*** Block opens ***

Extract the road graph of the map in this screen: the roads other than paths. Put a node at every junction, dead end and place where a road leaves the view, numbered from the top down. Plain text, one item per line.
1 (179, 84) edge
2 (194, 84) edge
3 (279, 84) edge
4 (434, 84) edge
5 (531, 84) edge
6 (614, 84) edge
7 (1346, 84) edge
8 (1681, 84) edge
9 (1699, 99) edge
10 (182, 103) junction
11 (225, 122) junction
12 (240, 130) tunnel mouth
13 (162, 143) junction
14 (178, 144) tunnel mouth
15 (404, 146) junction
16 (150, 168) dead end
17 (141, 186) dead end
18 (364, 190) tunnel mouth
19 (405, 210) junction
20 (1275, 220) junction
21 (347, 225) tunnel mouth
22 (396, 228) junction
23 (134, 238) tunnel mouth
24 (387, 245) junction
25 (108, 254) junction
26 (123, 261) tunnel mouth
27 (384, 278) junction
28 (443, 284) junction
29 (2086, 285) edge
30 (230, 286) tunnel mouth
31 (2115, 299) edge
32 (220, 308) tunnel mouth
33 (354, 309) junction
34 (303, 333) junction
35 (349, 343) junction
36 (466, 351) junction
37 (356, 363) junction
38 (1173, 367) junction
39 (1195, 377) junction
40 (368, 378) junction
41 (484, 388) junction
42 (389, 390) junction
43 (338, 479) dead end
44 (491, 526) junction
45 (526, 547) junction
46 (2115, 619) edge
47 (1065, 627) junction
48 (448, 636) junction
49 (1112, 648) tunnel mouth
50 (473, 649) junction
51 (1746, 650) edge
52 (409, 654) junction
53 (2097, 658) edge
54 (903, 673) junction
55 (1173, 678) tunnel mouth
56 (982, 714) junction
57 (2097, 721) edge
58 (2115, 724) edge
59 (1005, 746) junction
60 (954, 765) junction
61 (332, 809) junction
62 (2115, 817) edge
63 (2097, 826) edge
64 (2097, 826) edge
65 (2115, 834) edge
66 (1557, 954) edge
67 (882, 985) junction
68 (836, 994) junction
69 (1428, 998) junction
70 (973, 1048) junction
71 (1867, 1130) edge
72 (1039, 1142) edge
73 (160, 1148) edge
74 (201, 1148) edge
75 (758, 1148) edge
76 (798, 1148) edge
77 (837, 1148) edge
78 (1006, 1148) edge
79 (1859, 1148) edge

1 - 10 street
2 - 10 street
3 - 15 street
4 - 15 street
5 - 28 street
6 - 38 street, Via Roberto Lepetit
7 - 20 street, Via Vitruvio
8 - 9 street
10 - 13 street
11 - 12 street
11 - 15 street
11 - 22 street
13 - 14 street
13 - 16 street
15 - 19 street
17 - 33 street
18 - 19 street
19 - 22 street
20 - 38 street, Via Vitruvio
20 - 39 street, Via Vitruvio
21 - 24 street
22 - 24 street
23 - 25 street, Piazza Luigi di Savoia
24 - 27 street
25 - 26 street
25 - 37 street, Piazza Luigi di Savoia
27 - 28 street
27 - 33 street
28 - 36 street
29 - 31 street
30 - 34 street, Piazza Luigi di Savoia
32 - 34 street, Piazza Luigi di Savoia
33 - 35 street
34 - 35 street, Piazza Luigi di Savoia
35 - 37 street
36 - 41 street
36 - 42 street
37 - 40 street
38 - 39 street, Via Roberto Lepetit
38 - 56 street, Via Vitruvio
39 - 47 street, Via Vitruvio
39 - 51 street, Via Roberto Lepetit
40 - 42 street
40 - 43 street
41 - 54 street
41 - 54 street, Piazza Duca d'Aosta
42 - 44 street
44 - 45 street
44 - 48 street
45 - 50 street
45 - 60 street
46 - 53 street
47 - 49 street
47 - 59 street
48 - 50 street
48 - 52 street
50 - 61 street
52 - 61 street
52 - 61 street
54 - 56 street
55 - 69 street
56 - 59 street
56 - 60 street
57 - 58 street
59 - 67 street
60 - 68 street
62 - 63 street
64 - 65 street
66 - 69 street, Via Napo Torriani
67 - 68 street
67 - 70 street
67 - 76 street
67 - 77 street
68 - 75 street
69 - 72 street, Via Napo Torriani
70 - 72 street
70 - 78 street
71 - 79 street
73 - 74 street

*** Block closes ***

What this task involves
Could you write out all of the data again, exactly as given?

Task answer
Extract the road graph of the map in this screen: the roads other than paths. Put a node at every junction, dead end and place where a road leaves the view, numbered from the top down. Plain text, one item per line.
1 (179, 84) edge
2 (194, 84) edge
3 (279, 84) edge
4 (434, 84) edge
5 (531, 84) edge
6 (614, 84) edge
7 (1346, 84) edge
8 (1681, 84) edge
9 (1699, 99) edge
10 (182, 103) junction
11 (225, 122) junction
12 (240, 130) tunnel mouth
13 (162, 143) junction
14 (178, 144) tunnel mouth
15 (404, 146) junction
16 (150, 168) dead end
17 (141, 186) dead end
18 (364, 190) tunnel mouth
19 (405, 210) junction
20 (1275, 220) junction
21 (347, 225) tunnel mouth
22 (396, 228) junction
23 (134, 238) tunnel mouth
24 (387, 245) junction
25 (108, 254) junction
26 (123, 261) tunnel mouth
27 (384, 278) junction
28 (443, 284) junction
29 (2086, 285) edge
30 (230, 286) tunnel mouth
31 (2115, 299) edge
32 (220, 308) tunnel mouth
33 (354, 309) junction
34 (303, 333) junction
35 (349, 343) junction
36 (466, 351) junction
37 (356, 363) junction
38 (1173, 367) junction
39 (1195, 377) junction
40 (368, 378) junction
41 (484, 388) junction
42 (389, 390) junction
43 (338, 479) dead end
44 (491, 526) junction
45 (526, 547) junction
46 (2115, 619) edge
47 (1065, 627) junction
48 (448, 636) junction
49 (1112, 648) tunnel mouth
50 (473, 649) junction
51 (1746, 650) edge
52 (409, 654) junction
53 (2097, 658) edge
54 (903, 673) junction
55 (1173, 678) tunnel mouth
56 (982, 714) junction
57 (2097, 721) edge
58 (2115, 724) edge
59 (1005, 746) junction
60 (954, 765) junction
61 (332, 809) junction
62 (2115, 817) edge
63 (2097, 826) edge
64 (2097, 826) edge
65 (2115, 834) edge
66 (1557, 954) edge
67 (882, 985) junction
68 (836, 994) junction
69 (1428, 998) junction
70 (973, 1048) junction
71 (1867, 1130) edge
72 (1039, 1142) edge
73 (160, 1148) edge
74 (201, 1148) edge
75 (758, 1148) edge
76 (798, 1148) edge
77 (837, 1148) edge
78 (1006, 1148) edge
79 (1859, 1148) edge

1 - 10 street
2 - 10 street
3 - 15 street
4 - 15 street
5 - 28 street
6 - 38 street, Via Roberto Lepetit
7 - 20 street, Via Vitruvio
8 - 9 street
10 - 13 street
11 - 12 street
11 - 15 street
11 - 22 street
13 - 14 street
13 - 16 street
15 - 19 street
17 - 33 street
18 - 19 street
19 - 22 street
20 - 38 street, Via Vitruvio
20 - 39 street, Via Vitruvio
21 - 24 street
22 - 24 street
23 - 25 street, Piazza Luigi di Savoia
24 - 27 street
25 - 26 street
25 - 37 street, Piazza Luigi di Savoia
27 - 28 street
27 - 33 street
28 - 36 street
29 - 31 street
30 - 34 street, Piazza Luigi di Savoia
32 - 34 street, Piazza Luigi di Savoia
33 - 35 street
34 - 35 street, Piazza Luigi di Savoia
35 - 37 street
36 - 41 street
36 - 42 street
37 - 40 street
38 - 39 street, Via Roberto Lepetit
38 - 56 street, Via Vitruvio
39 - 47 street, Via Vitruvio
39 - 51 street, Via Roberto Lepetit
40 - 42 street
40 - 43 street
41 - 54 street
41 - 54 street, Piazza Duca d'Aosta
42 - 44 street
44 - 45 street
44 - 48 street
45 - 50 street
45 - 60 street
46 - 53 street
47 - 49 street
47 - 59 street
48 - 50 street
48 - 52 street
50 - 61 street
52 - 61 street
52 - 61 street
54 - 56 street
55 - 69 street
56 - 59 street
56 - 60 street
57 - 58 street
59 - 67 street
60 - 68 street
62 - 63 street
64 - 65 street
66 - 69 street, Via Napo Torriani
67 - 68 street
67 - 70 street
67 - 76 street
67 - 77 street
68 - 75 street
69 - 72 street, Via Napo Torriani
70 - 72 street
70 - 78 street
71 - 79 street
73 - 74 street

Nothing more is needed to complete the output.